# Price of trimmed finger



## Dougplogan (Dec 27, 2021)

I was just looking at some stuff on eBay. From what I understood prices were based on all the pm content. But I'm seeing trimmed ram fingers selling for 150 a pound. There's only the gold in those and less than 2 grams right? Does the scrap when separated really sell for more than what the recycled value is?


----------



## olawlor (Dec 27, 2021)

The price of electronics scrap on eBay is likely driven by people who don't know the yields and/or can't do the math needed to figure out the value. 

I agree those prices are not justified by the precious metals content.


----------



## Dougplogan (Dec 27, 2021)

olawlor said:


> The price of electronics scrap on eBay is likely driven by people who don't know the yields and/or can't do the math needed to figure out the value.
> 
> I agree those prices are not justified by the precious metals content.

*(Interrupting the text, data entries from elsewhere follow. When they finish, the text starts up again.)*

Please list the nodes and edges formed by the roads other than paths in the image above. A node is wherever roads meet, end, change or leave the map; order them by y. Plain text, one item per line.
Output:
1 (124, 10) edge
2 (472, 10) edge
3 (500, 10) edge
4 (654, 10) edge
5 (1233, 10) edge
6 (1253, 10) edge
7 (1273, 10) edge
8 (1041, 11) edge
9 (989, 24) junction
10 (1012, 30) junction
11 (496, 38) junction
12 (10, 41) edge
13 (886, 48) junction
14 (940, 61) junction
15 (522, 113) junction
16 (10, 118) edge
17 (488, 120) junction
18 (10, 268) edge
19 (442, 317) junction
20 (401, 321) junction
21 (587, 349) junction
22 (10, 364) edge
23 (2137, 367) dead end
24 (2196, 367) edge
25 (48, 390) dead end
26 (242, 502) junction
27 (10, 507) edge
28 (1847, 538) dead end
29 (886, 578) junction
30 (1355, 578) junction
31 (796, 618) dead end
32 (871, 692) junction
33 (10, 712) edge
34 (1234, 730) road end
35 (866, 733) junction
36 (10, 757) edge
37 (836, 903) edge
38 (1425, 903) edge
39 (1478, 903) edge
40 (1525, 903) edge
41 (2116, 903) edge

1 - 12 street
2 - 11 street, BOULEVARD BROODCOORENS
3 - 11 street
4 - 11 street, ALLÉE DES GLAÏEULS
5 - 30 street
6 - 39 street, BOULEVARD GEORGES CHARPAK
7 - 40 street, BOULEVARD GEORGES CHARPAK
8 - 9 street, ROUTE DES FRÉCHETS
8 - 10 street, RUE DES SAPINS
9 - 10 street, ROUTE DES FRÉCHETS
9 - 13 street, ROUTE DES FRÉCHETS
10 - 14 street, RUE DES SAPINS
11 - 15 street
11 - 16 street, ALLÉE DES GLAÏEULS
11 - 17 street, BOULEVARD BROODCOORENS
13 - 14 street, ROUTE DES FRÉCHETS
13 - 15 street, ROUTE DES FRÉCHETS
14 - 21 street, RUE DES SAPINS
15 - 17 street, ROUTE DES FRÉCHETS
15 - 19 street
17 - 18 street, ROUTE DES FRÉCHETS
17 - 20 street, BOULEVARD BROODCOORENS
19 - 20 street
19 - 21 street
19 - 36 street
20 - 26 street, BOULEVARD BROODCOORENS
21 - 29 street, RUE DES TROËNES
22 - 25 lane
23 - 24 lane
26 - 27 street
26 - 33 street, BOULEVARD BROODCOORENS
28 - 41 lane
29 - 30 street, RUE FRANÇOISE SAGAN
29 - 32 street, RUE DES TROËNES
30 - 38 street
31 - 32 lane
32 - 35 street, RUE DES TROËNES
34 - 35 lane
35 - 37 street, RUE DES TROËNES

At prices like that I won't be collecting any more scrap to process. Lol I literally just put 2 pounds of trimmed fingers in AP earlier. I'll just save everything like I'm doing now and sell it as ready to refine


----------



## silversaddle1 (Dec 28, 2021)

Not everyone who buys scrap is buying to refine. There are a lot of people out there buying on speculation that gold will continue to climb in value. Case in point, the guy who bought 100 pounds of fingers 7-10 years ago for the crazy price at that time of $75.00 per pound. If he had just sat on them this long and could sell for the magic number of $150.00, well double your money in 7-10 years, and maybe even better if gold continues to gain. I have seen it first-hand more than once. I will say this, if anyone wants to pay $150.00 a pound, I'll sell you 100 pounds of them!!!


----------



## rickbb (Dec 28, 2021)

At that price I could buy them from online scrap buyers, (their current price is $30 per lb.), and resell on fleabay for $120 per lb. profit!

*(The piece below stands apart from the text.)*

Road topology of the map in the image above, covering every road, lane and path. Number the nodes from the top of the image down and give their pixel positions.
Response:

I guess there are way too many people that can't seem to use google to find the real price for things.


----------



## Dougplogan (Dec 28, 2021)

rickbb said:


> At that price I could buy them from online scrap buyers, (their current price is $30 per lb.), and resell on fleabay for $120 per lb. profit!
> 
> I guess there are way too many people that can't seem to use google to find the real price for things.

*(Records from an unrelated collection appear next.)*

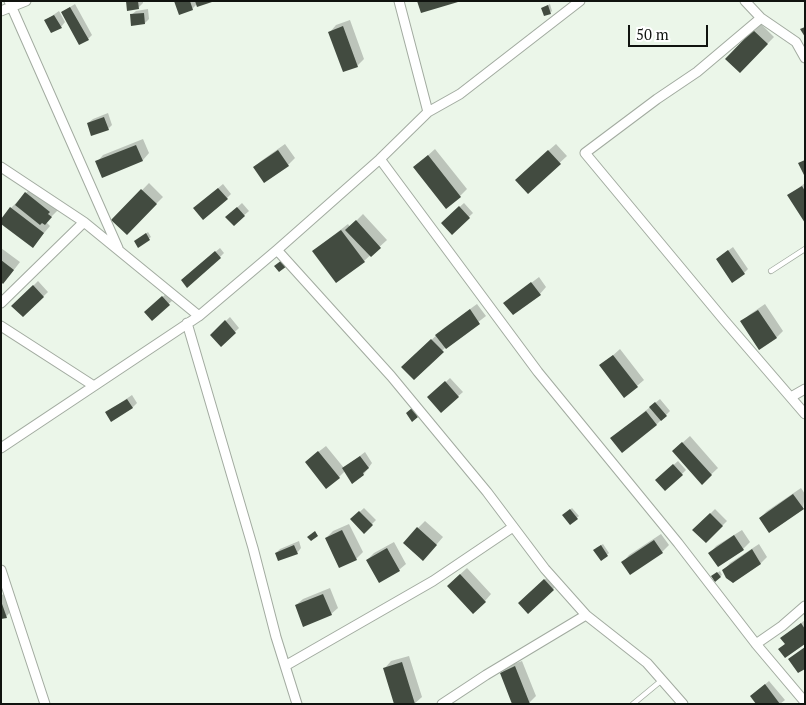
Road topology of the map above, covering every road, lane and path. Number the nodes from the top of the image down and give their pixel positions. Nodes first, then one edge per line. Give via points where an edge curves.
1 (26, 1) edge
2 (399, 1) edge
3 (580, 1) edge
4 (745, 1) edge
5 (10, 4) edge
6 (1, 11) edge
7 (761, 18) junction
8 (805, 58) edge
9 (428, 112) junction
10 (380, 159) junction
11 (1, 167) edge
12 (84, 222) junction
13 (118, 248) junction
14 (805, 249) edge
15 (277, 250) junction
16 (771, 271) dead end
17 (1, 303) edge
18 (199, 316) junction
19 (187, 323) junction
20 (1, 326) edge
21 (94, 386) junction
22 (805, 389) edge
23 (791, 398) junction
24 (805, 414) edge
25 (1, 448) edge
26 (514, 527) junction
27 (1, 570) edge
28 (4, 584) edge
29 (805, 606) edge
30 (586, 615) junction
31 (756, 644) junction
32 (285, 666) junction
33 (663, 680) junction
34 (805, 702) edge
35 (45, 704) edge
36 (297, 704) edge
37 (442, 704) edge
38 (633, 704) edge
39 (684, 704) edge

1 - 5 street
2 - 9 street
3 - 9 street via 460,94
4 - 7 street
5 - 6 street
5 - 13 street
7 - 8 street via 796,42
7 - 23 street via 696,72 585,153
9 - 10 street
10 - 15 street
10 - 31 street via 538,372
11 - 12 street
12 - 13 street
12 - 17 street
13 - 18 street
14 - 16 lane
15 - 18 street
15 - 26 street via 391,376
18 - 19 street
19 - 21 street
19 - 32 street
20 - 21 street
21 - 25 street
22 - 23 street
23 - 24 street
26 - 30 street
26 - 32 street via 433,581
27 - 28 street
28 - 35 street
29 - 31 street
30 - 33 street via 648,663
30 - 37 street
31 - 34 street
32 - 36 street
33 - 38 lane
33 - 39 street

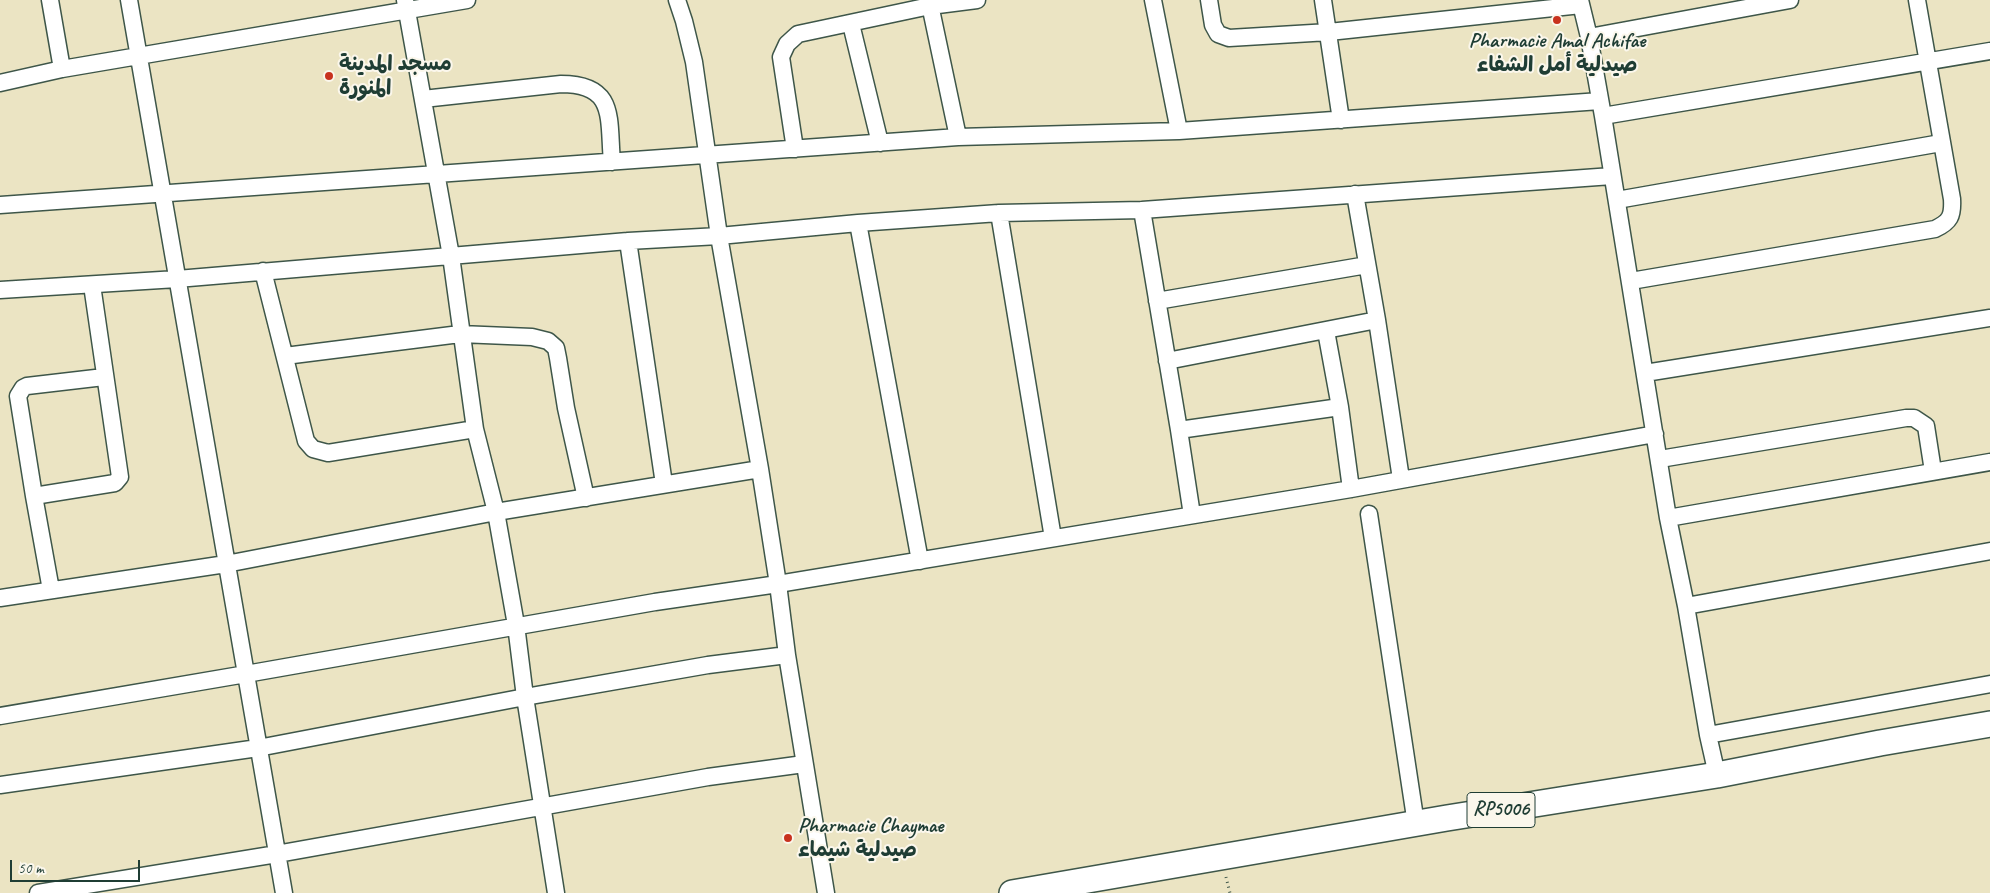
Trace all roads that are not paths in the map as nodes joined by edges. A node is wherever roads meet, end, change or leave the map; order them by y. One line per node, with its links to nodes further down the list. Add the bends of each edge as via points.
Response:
1 (50, 0): 20 (street)
2 (129, 0): 18 (street)
3 (467, 0): 13 (street)
4 (677, 0): 30 (street, via 691,48)
5 (977, 0): 12 (street)
6 (1153, 0): 25 (street)
7 (1209, 0): 15 (street, via 1213,25 1218,34 1229,38)
8 (1323, 0): 15 (street)
9 (1790, 0): 16 (street)
10 (1917, 0): 19 (street)
11 (1581, 2): 15 (street); 16 (street)
12 (930, 3): 14 (street); 26 (street)
13 (406, 5): 18 (street); 22 (street)
14 (851, 24): 27 (street); 29 (street, via 798,34 784,48 781,57)
15 (1328, 32): 24 (street)
16 (1589, 36): 23 (street)
17 (1990, 51): 19 (street)
18 (139, 56): 20 (street); 35 (street)
19 (1928, 61): 23 (street); 28 (street)
20 (62, 69): 21 (street)
21 (0, 83)
22 (423, 99): 31 (street, via 577,84 600,95 607,107); 32 (street)
23 (1602, 109): 24 (street); 33 (street)
24 (1341, 120): 25 (street)
25 (1179, 131): 26 (street)
26 (958, 137): 27 (street)
27 (880, 143): 29 (street)
28 (1941, 143): 36 (street); 47 (street, via 1953,210 1946,224 1935,229)
29 (795, 149): 30 (street)
30 (707, 155): 31 (street); 41 (street)
31 (612, 162): 32 (street)
32 (436, 175): 35 (street); 43 (street)
33 (1612, 176): 34 (street); 36 (street)
34 (1355, 194): 38 (street); 44 (street)
35 (163, 195): 37 (street); 46 (street)
36 (1617, 200): 47 (street)
37 (0, 205)
38 (1142, 210): 39 (street); 50 (street)
39 (999, 213): 40 (street); 76 (street)
40 (858, 223): 41 (street); 78 (street)
41 (719, 236): 42 (street); 65 (street)
42 (628, 240): 43 (street); 68 (street)
43 (450, 256): 45 (street); 54 (street)
44 (1367, 265): 50 (street); 52 (street)
45 (264, 271): 46 (street); 55 (street)
46 (177, 279): 48 (street); 79 (street)
47 (1631, 281): 57 (street)
48 (92, 285): 49 (street); 58 (street)
49 (0, 290)
50 (1157, 301): 56 (street)
51 (1990, 318): 57 (street)
52 (1377, 320): 53 (street); 67 (street)
53 (1326, 331): 56 (street); 59 (street)
54 (460, 334): 55 (street); 60 (street); 71 (street, via 542,338 556,348)
55 (285, 356): 60 (street, via 306,441 319,452)
56 (1167, 361): 61 (street)
57 (1645, 373): 62 (street)
58 (104, 377): 70 (street, via 120,477 115,483); 70 (street, via 27,386 20,392 18,402)
59 (1340, 407): 61 (street); 69 (street)
60 (475, 428): 72 (street)
61 (1179, 430): 74 (street)
62 (1655, 434): 63 (street); 67 (street)
63 (1660, 459): 66 (street, via 1914,418 1926,426); 75 (street)
64 (1990, 462): 66 (street)
65 (760, 469): 68 (street); 80 (street)
66 (1933, 471): 75 (street)
67 (1400, 479): 69 (street)
68 (664, 484): 71 (street)
69 (1351, 489): 74 (street)
70 (34, 496): 81 (street)
71 (586, 498): 72 (street)
72 (496, 512): 79 (street); 84 (street)
73 (1369, 514): 97 (street)
74 (1192, 515): 76 (street)
75 (1668, 518): 83 (street)
76 (1053, 538): 78 (street)
77 (1990, 551): 83 (street)
78 (920, 561): 80 (street)
79 (226, 564): 81 (street); 86 (street)
80 (778, 584): 84 (street); 85 (street)
81 (51, 590): 82 (street)
82 (0, 598)
83 (1686, 606): 91 (street)
84 (516, 625): 86 (street); 88 (street)
85 (787, 655): 88 (street, via 708,665); 93 (street)
86 (246, 674): 89 (street); 92 (street)
87 (1990, 684): 91 (street)
88 (525, 697): 92 (street); 96 (street)
89 (0, 716)
90 (1990, 724): 94 (main road, RP5006)
91 (1708, 734): 94 (street)
92 (258, 748): 95 (street); 98 (street)
93 (804, 764): 96 (street); 102 (street)
94 (1717, 775): 97 (main road, RP5006)
95 (0, 785)
96 (543, 806): 98 (street); 101 (street)
97 (1416, 824): 103 (main road, RP5006)
98 (277, 854): 99 (street); 100 (street)
99 (38, 893)
100 (284, 893)
101 (556, 893)
102 (826, 893)
103 (1012, 893)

I was looking on eBay for the pyroceram dishes and figured I'd check out some scrap. Alot of it is selling for more than what the pm value is in them. I was very surprised to say the least. And it was obviously selling because auctions had bids. We're can I buy the trimmed fingers for 30 a pound?


----------



## Martijn (Dec 28, 2021)

Now that would be a real goldmine! Buying anything at 30, selling for 120.. 
But think about it, how much extra would someone charge for manually trimming a pound worth of fingers and still leave room for profit on the gold yield after refining cost? 
Mission impossible imo. Besides third world country child labor...
Buying ram whole with the chips could be 'more profitable?' if you go for the chips too. You will have to put in some manual labor yourself. 
Decide how much that's worth to you and add that to the maximum price you would be willing to pay for pre processed and clean material, ready to recover. 
Look at what scrapyards pay for ram to get an idea of what a reasonable price is. 
E waste is only profitable if you buy scrap and resell it, keeping the nuggets to yourself to refine the values from. 
Or sort the shinies out and sell to idiots on e-bay.


----------



## Dougplogan (Dec 28, 2021)

I've got a couple pounds of ram chips. Anyone know how much gold are in them? It's the rectangle chips with legs on two side that came off of ram sticks


----------



## Martijn (Dec 28, 2021)

Maybe they are in this thread, or at least something very similar. Second post is what you have i think. 
My results of specific types of IC chips, flatpacks and BGA


----------



## rickbb (Dec 29, 2021)

Dougplogan said:


> I was looking on eBay for the pyroceram dishes and figured I'd check out some scrap. Alot of it is selling for more than what the pm value is in them. I was very surprised to say the least. And it was obviously selling because auctions had bids. We're can I buy the trimmed fingers for 30 a pound?


$30 a pound is what buyers like board sort and cash for computer scrap are currently paying for close trimmed fingers.


----------



## Dougplogan (Dec 29, 2021)

rickbb said:


> $30 a pound is what buyers like board sort and cash for computer scrap are currently paying for close trimmed fingers.


Oh ok that makes sense then. I am in tn the scrap yards don't buy circuit boards here for the most part. Even gold is hard to sell unless it's jewelry. Pawn shops and cash for gold places just look at nuggets natural gold and say no. And anything you've personally melted they do the same thing. Again that's most places.


----------



## silversaddle1 (Dec 30, 2021)

Yeah, 30 dollars a pound is what boarsort is paying to the guy who has a few ounces or pounds of them. They will pay a lot more if you have 10+ pounds.


----------



## GuyGuyGuythe1st (Jan 10, 2022)

I'd just like to add cause I feel it was missed. Trimmed fingers are not based off of just daily spot price of gold. Each individual supplier has different processes to trim. Some are more labor intensive than others. Which equates to time and money spent. Ebay and other auctions sites also take a 10-12% of the sale, not including shipping and handling. That usually gets put in the sale as a increase to price. Most people that sell fingers are small businesses, if not solo actors.


----------